## Task to complete
From the entries that follow, report every line in which "Mirzapur" occurs.

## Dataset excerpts
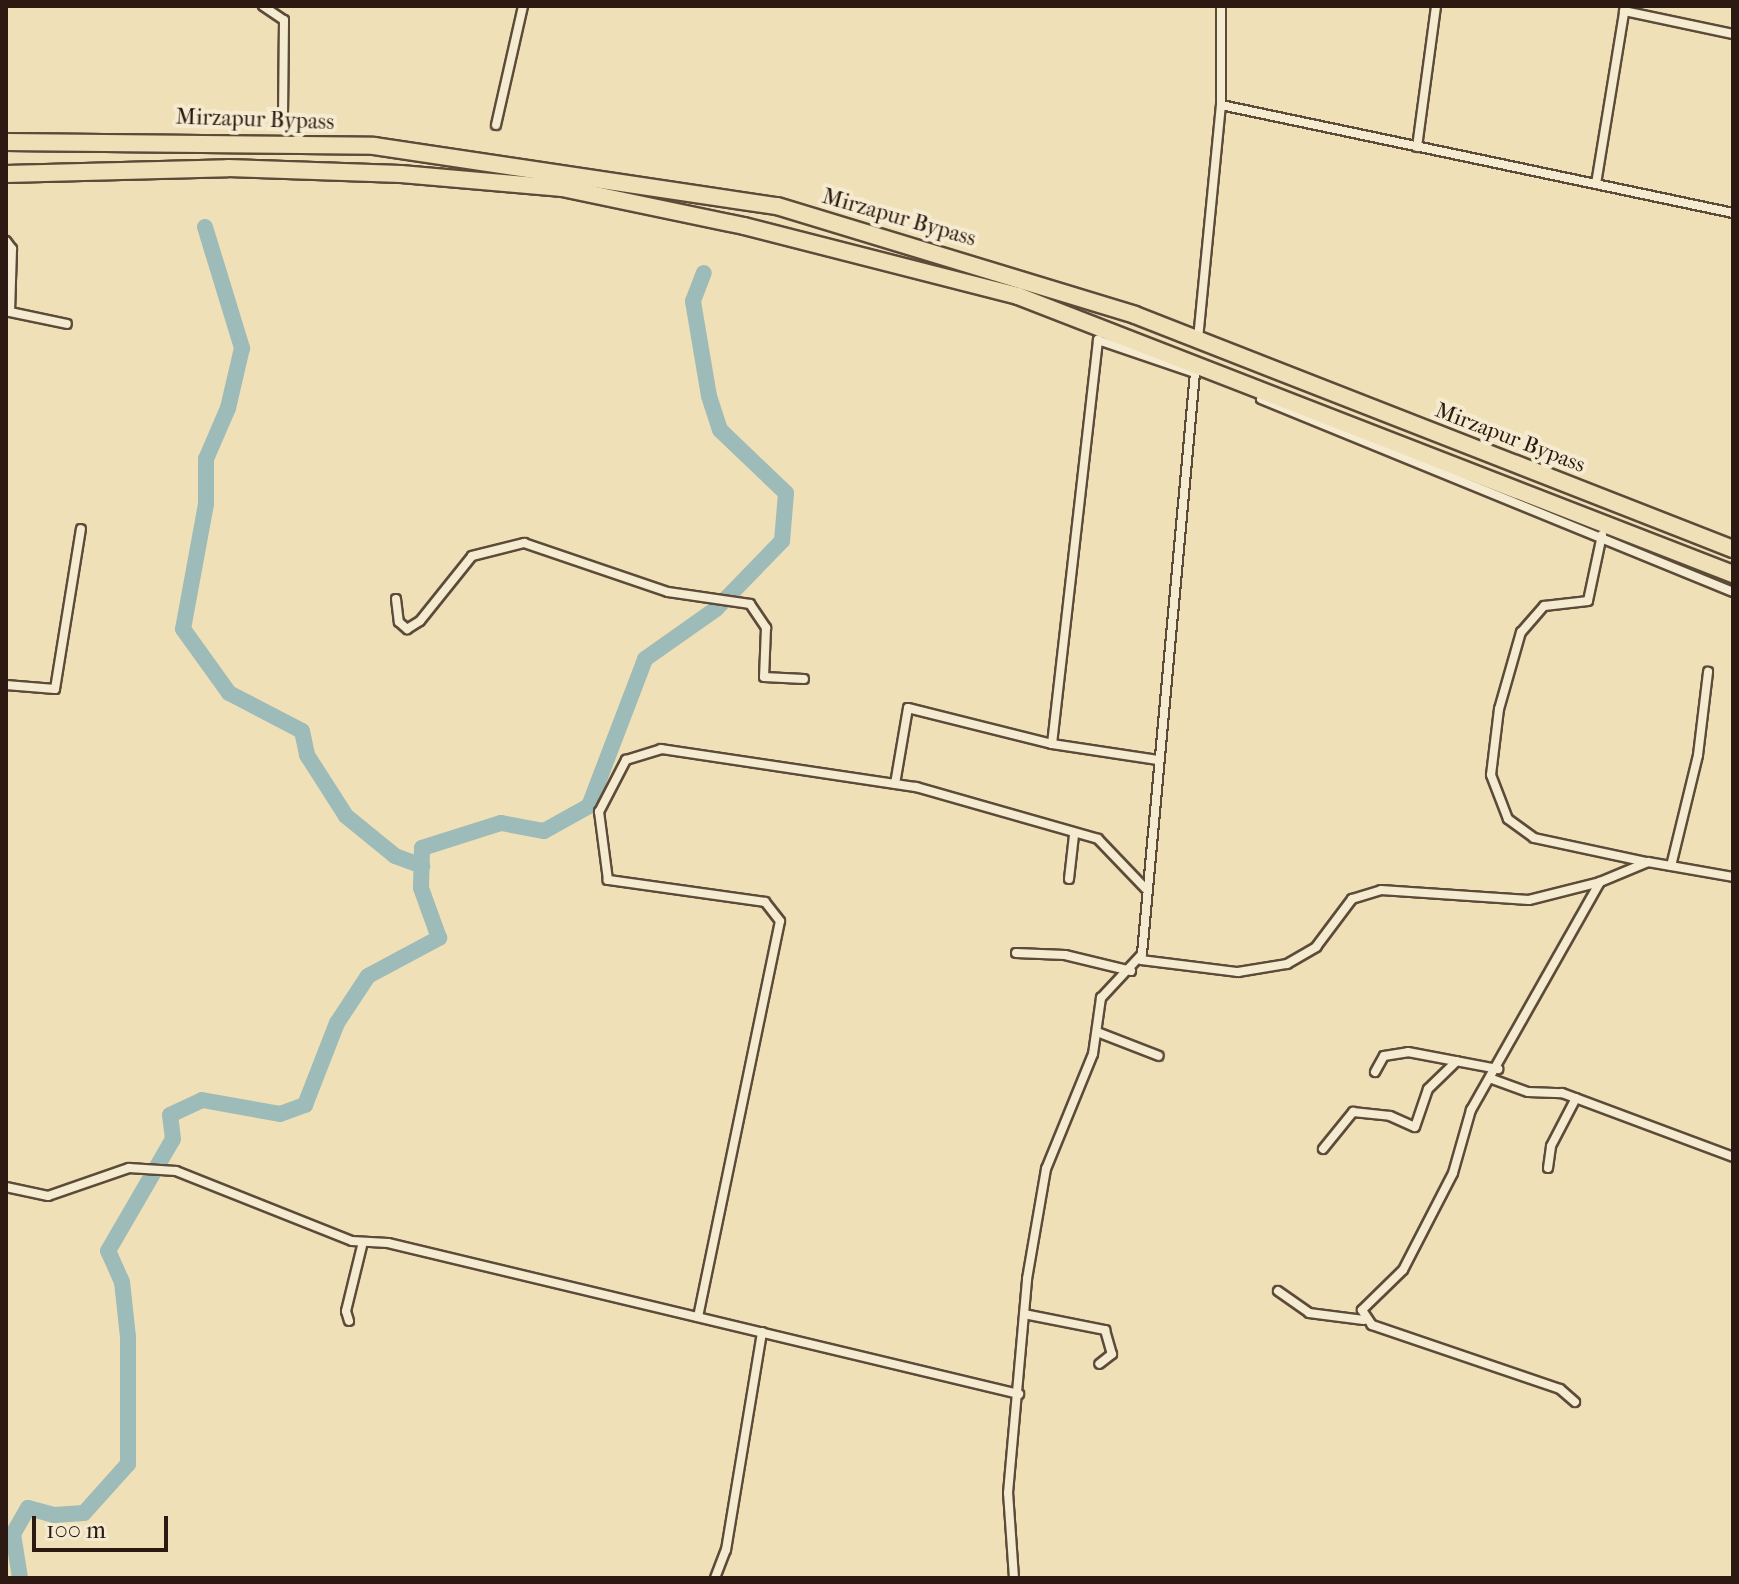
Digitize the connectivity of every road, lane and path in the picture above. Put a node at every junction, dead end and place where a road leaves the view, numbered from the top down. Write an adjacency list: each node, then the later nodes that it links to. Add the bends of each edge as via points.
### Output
1 (263, 6): 8 (street, via 284,20)
2 (523, 6): 9 (street)
3 (1221, 6): 7 (street)
4 (1436, 6): 11 (street)
5 (1624, 8): 6 (street); 13 (street)
6 (1733, 34)
7 (1221, 105): 11 (street); 17 (street)
8 (283, 111)
9 (496, 125)
10 (6, 142): 17 (highway, Mirzapur Bypass, via 374,146 601,176 777,206 960,257)
11 (1417, 147): 13 (street)
12 (6, 174): 22 (highway, via 228,168 401,174 562,188 744,226 1018,296)
13 (1596, 184): 14 (street)
14 (1733, 213)
15 (6, 241): 16 (street, via 12,249 12,315)
16 (67, 324)
17 (1198, 339): 21 (highway, Mirzapur Bypass)
18 (1195, 373): 20 (street); 28 (street, via 1098,340); 29 (street)
19 (81, 529): 27 (street, via 55,689)
20 (1602, 535): 23 (street); 32 (street, via 1588,601 1544,606 1521,632 1499,709 1491,775 1508,819 1534,838)
21 (1733, 549)
22 (1733, 574)
23 (1733, 592)
24 (396, 599): 26 (street, via 399,622 407,629 420,621 472,556 524,543 668,592 750,604 766,628 764,677)
25 (1708, 672): 33 (street, via 1698,755)
26 (804, 679)
27 (6, 685)
28 (1052, 744): 29 (street); 30 (street, via 906,709)
29 (1158, 760): 37 (street)
30 (895, 784): 31 (street); 55 (street, via 649,749 626,760 604,794 599,823 608,880 765,902 780,921)
31 (1074, 835): 35 (street); 37 (street, via 1106,844)
32 (1648, 862): 33 (street); 36 (street)
33 (1671, 866): 34 (street)
34 (1733, 877)
35 (1069, 879)
36 (1600, 882): 39 (street, via 1529,900 1403,888 1361,894 1303,957 1253,972); 44 (street)
37 (1146, 889): 39 (street)
38 (1016, 953): 40 (street, via 1065,955)
39 (1141, 960): 40 (street)
40 (1131, 971): 41 (street, via 1101,998)
41 (1097, 1032): 42 (street); 54 (street, via 1093,1054 1050,1152)
42 (1159, 1056)
43 (1457, 1061): 44 (street); 45 (street, via 1408,1052 1384,1056); 48 (street, via 1428,1089 1415,1127 1390,1116 1353,1112)
44 (1498, 1069): 46 (street)
45 (1375, 1072)
46 (1492, 1079): 47 (street); 56 (street, via 1464,1124 1440,1203 1395,1283 1364,1306)
47 (1576, 1098): 49 (street); 50 (street, via 1551,1146)
48 (1323, 1149)
49 (1733, 1157)
50 (1548, 1168)
51 (6, 1187): 52 (street, via 56,1195 148,1166 162,1168)
52 (363, 1242): 55 (street); 57 (street, via 346,1311)
53 (1278, 1291): 56 (street, via 1309,1313)
54 (1024, 1314): 59 (street, via 1105,1330 1112,1354); 60 (street)
55 (698, 1317): 58 (street)
56 (1364, 1320): 61 (street, via 1560,1389)
57 (349, 1321)
58 (762, 1332): 60 (street); 62 (street, via 726,1550)
59 (1099, 1364)
60 (1019, 1394): 63 (street, via 1008,1493)
61 (1575, 1402)
62 (715, 1578)
63 (1014, 1578)

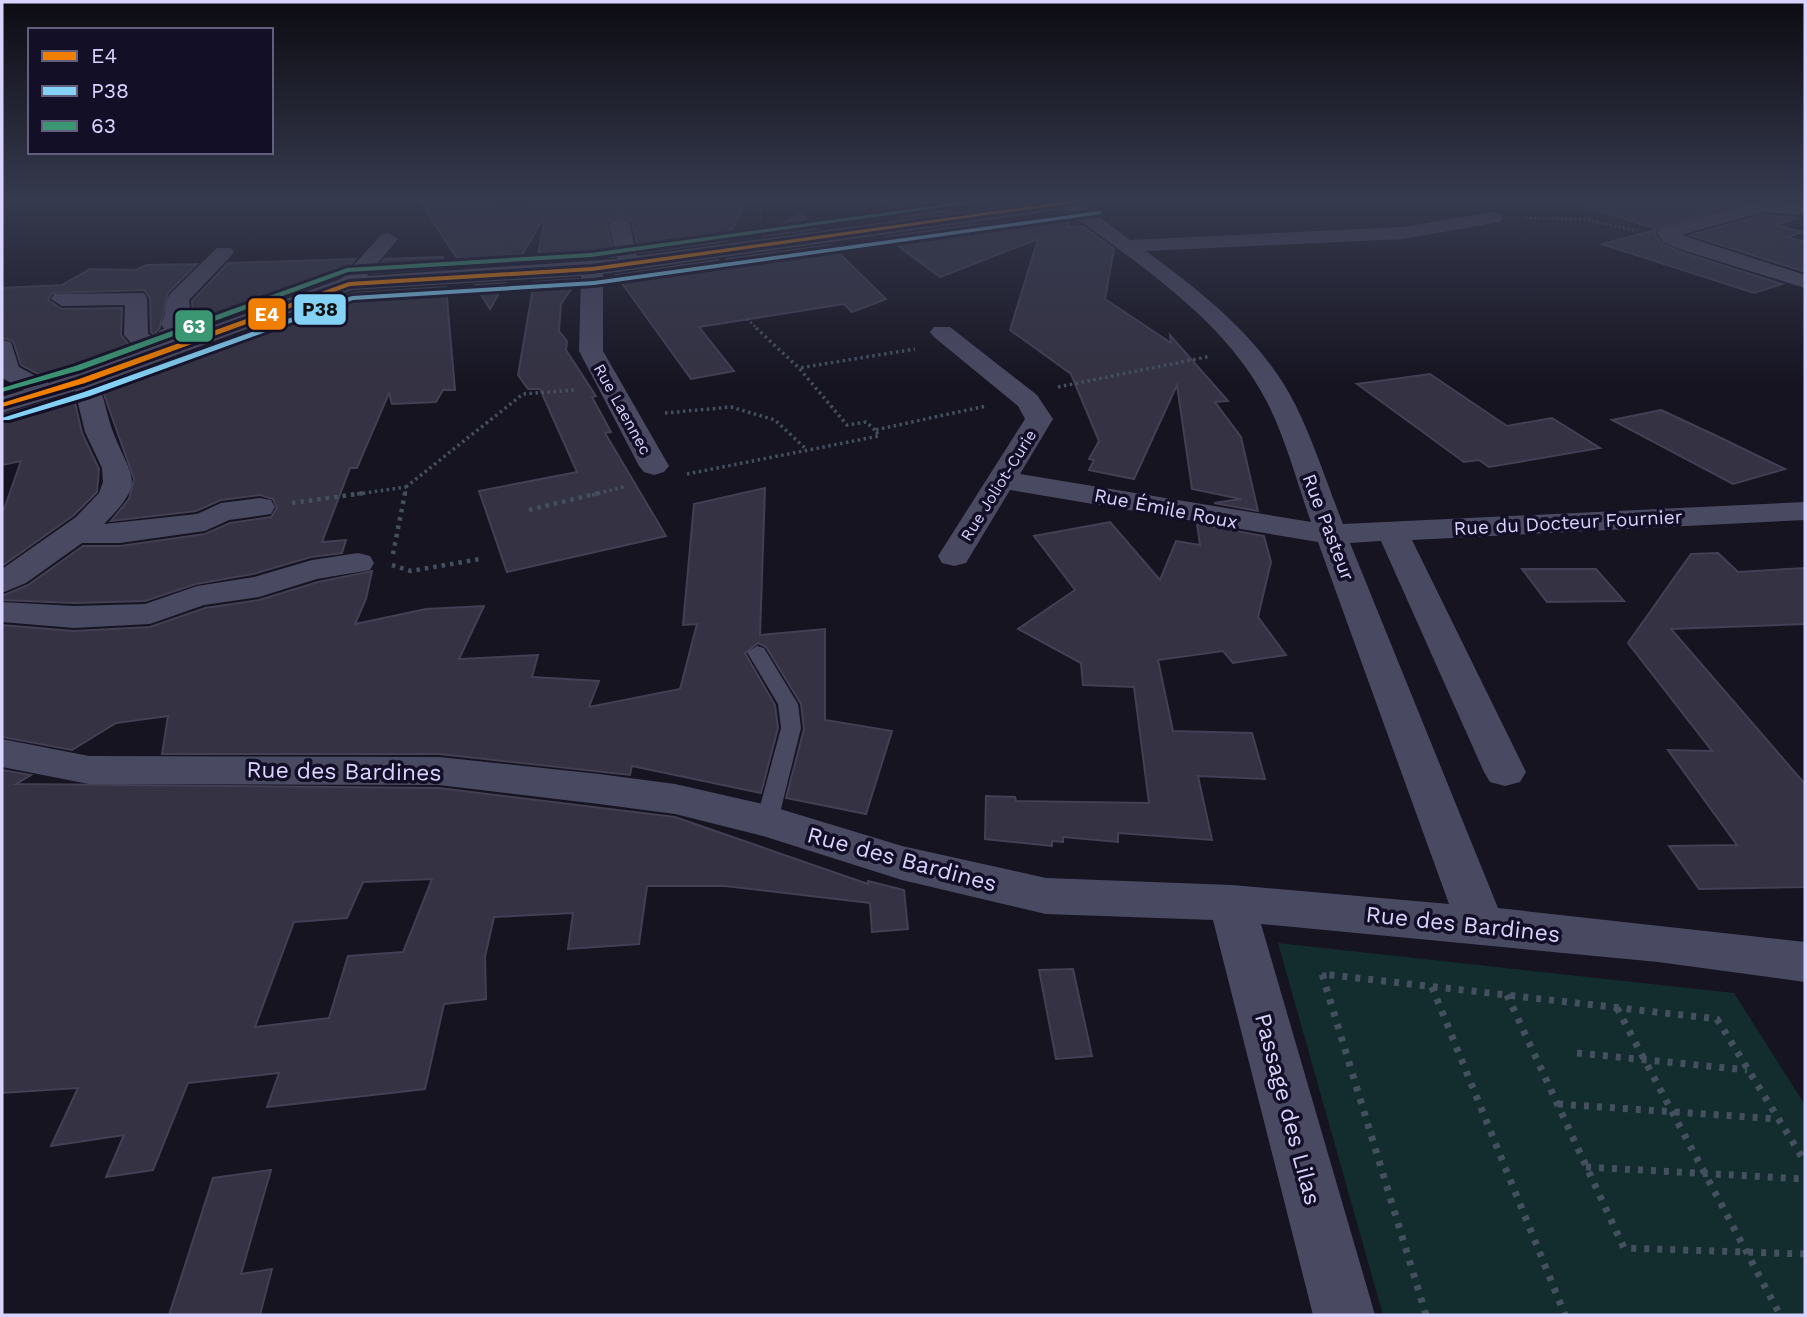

## The completed task
10 (6, 142): 17 (highway, Mirzapur Bypass, via 374,146 601,176 777,206 960,257)
17 (1198, 339): 21 (highway, Mirzapur Bypass)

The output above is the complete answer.